Tell how many lines in the data below include the word "main". The answer is the number only.
[Start of Attachment]
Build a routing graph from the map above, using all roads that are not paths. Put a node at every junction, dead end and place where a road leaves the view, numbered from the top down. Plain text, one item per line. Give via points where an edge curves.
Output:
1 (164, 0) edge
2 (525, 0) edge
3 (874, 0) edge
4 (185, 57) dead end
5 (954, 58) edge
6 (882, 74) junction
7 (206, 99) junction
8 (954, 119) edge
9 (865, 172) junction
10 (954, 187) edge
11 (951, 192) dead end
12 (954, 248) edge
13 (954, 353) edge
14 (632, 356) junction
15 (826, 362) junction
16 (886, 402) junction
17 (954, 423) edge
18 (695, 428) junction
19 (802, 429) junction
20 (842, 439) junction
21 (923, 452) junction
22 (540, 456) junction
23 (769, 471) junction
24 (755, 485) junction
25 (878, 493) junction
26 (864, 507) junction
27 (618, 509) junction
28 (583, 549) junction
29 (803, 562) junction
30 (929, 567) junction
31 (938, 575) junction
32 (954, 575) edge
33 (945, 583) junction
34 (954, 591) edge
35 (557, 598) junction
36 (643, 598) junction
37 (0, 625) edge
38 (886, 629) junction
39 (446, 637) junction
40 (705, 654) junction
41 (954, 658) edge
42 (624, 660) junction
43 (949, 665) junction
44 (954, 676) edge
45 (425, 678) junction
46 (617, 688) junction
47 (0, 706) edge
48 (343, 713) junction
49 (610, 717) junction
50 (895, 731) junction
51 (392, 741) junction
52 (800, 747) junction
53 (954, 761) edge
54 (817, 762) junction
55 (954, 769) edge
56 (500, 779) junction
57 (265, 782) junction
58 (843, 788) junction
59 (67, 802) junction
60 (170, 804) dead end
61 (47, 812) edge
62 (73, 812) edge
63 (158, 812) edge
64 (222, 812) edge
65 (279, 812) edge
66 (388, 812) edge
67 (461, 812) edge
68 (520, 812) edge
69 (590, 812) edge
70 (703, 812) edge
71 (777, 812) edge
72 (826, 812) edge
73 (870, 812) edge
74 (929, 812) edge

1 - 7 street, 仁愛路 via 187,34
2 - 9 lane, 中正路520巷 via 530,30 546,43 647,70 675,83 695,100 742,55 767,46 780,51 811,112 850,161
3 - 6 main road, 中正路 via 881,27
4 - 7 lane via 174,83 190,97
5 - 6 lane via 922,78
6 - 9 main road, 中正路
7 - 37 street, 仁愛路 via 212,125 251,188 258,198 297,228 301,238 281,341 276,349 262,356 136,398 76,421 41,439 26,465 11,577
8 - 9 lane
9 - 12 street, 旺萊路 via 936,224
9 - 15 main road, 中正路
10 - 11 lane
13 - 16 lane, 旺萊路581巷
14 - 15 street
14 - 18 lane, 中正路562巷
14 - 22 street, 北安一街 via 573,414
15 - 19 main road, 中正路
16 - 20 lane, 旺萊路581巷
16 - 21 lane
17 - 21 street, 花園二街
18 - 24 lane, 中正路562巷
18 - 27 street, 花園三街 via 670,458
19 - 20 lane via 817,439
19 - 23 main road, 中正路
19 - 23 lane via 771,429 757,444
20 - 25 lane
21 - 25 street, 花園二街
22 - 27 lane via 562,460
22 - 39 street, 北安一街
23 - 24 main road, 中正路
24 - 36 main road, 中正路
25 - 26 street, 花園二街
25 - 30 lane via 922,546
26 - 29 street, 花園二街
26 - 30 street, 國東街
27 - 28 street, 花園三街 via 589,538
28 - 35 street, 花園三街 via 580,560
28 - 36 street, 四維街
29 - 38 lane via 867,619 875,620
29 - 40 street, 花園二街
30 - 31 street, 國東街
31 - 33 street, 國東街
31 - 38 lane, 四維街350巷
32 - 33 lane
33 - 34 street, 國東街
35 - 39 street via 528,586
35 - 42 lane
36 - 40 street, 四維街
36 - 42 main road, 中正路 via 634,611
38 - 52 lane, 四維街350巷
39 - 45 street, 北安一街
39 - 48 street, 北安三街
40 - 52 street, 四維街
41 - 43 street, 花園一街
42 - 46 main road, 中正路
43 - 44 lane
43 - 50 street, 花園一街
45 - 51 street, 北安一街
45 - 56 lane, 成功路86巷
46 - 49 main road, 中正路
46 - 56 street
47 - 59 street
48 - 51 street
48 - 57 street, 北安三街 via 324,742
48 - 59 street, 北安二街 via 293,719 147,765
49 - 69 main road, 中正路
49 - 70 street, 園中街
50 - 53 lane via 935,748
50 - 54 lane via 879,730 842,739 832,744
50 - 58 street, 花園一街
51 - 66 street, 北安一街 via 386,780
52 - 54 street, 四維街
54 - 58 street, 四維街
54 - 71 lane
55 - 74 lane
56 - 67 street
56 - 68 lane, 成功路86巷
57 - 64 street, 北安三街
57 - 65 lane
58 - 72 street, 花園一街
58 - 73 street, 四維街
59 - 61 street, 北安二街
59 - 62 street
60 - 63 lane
[End of Attachment]
### YOUR SOLUTION
11